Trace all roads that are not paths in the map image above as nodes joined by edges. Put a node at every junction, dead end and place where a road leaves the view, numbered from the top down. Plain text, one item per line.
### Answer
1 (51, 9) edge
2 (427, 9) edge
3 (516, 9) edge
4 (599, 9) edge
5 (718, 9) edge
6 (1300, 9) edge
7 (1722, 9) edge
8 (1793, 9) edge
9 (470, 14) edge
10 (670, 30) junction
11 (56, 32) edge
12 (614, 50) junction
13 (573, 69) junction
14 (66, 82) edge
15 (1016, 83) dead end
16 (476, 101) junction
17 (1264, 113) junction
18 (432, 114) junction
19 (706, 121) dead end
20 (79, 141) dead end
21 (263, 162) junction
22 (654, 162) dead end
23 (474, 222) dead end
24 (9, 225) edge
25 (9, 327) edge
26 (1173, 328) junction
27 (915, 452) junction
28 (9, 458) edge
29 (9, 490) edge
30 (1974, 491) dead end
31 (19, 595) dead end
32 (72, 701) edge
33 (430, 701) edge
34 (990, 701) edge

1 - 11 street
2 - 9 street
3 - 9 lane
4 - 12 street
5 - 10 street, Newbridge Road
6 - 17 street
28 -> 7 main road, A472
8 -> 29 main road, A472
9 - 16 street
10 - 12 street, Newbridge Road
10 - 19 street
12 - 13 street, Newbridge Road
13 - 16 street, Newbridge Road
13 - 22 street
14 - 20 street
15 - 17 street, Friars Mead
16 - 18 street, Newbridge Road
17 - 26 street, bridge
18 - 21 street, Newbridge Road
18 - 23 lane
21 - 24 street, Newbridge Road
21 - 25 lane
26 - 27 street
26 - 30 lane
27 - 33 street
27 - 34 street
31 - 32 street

→ YOUR INSTRUCTIONS
Copy the listing word for word.

→ SOLUTION TO THIS PROBLEM
Trace all roads that are not paths in the map image above as nodes joined by edges. Put a node at every junction, dead end and place where a road leaves the view, numbered from the top down. Plain text, one item per line.
### Answer
1 (51, 9) edge
2 (427, 9) edge
3 (516, 9) edge
4 (599, 9) edge
5 (718, 9) edge
6 (1300, 9) edge
7 (1722, 9) edge
8 (1793, 9) edge
9 (470, 14) edge
10 (670, 30) junction
11 (56, 32) edge
12 (614, 50) junction
13 (573, 69) junction
14 (66, 82) edge
15 (1016, 83) dead end
16 (476, 101) junction
17 (1264, 113) junction
18 (432, 114) junction
19 (706, 121) dead end
20 (79, 141) dead end
21 (263, 162) junction
22 (654, 162) dead end
23 (474, 222) dead end
24 (9, 225) edge
25 (9, 327) edge
26 (1173, 328) junction
27 (915, 452) junction
28 (9, 458) edge
29 (9, 490) edge
30 (1974, 491) dead end
31 (19, 595) dead end
32 (72, 701) edge
33 (430, 701) edge
34 (990, 701) edge

1 - 11 street
2 - 9 street
3 - 9 lane
4 - 12 street
5 - 10 street, Newbridge Road
6 - 17 street
28 -> 7 main road, A472
8 -> 29 main road, A472
9 - 16 street
10 - 12 street, Newbridge Road
10 - 19 street
12 - 13 street, Newbridge Road
13 - 16 street, Newbridge Road
13 - 22 street
14 - 20 street
15 - 17 street, Friars Mead
16 - 18 street, Newbridge Road
17 - 26 street, bridge
18 - 21 street, Newbridge Road
18 - 23 lane
21 - 24 street, Newbridge Road
21 - 25 lane
26 - 27 street
26 - 30 lane
27 - 33 street
27 - 34 street
31 - 32 street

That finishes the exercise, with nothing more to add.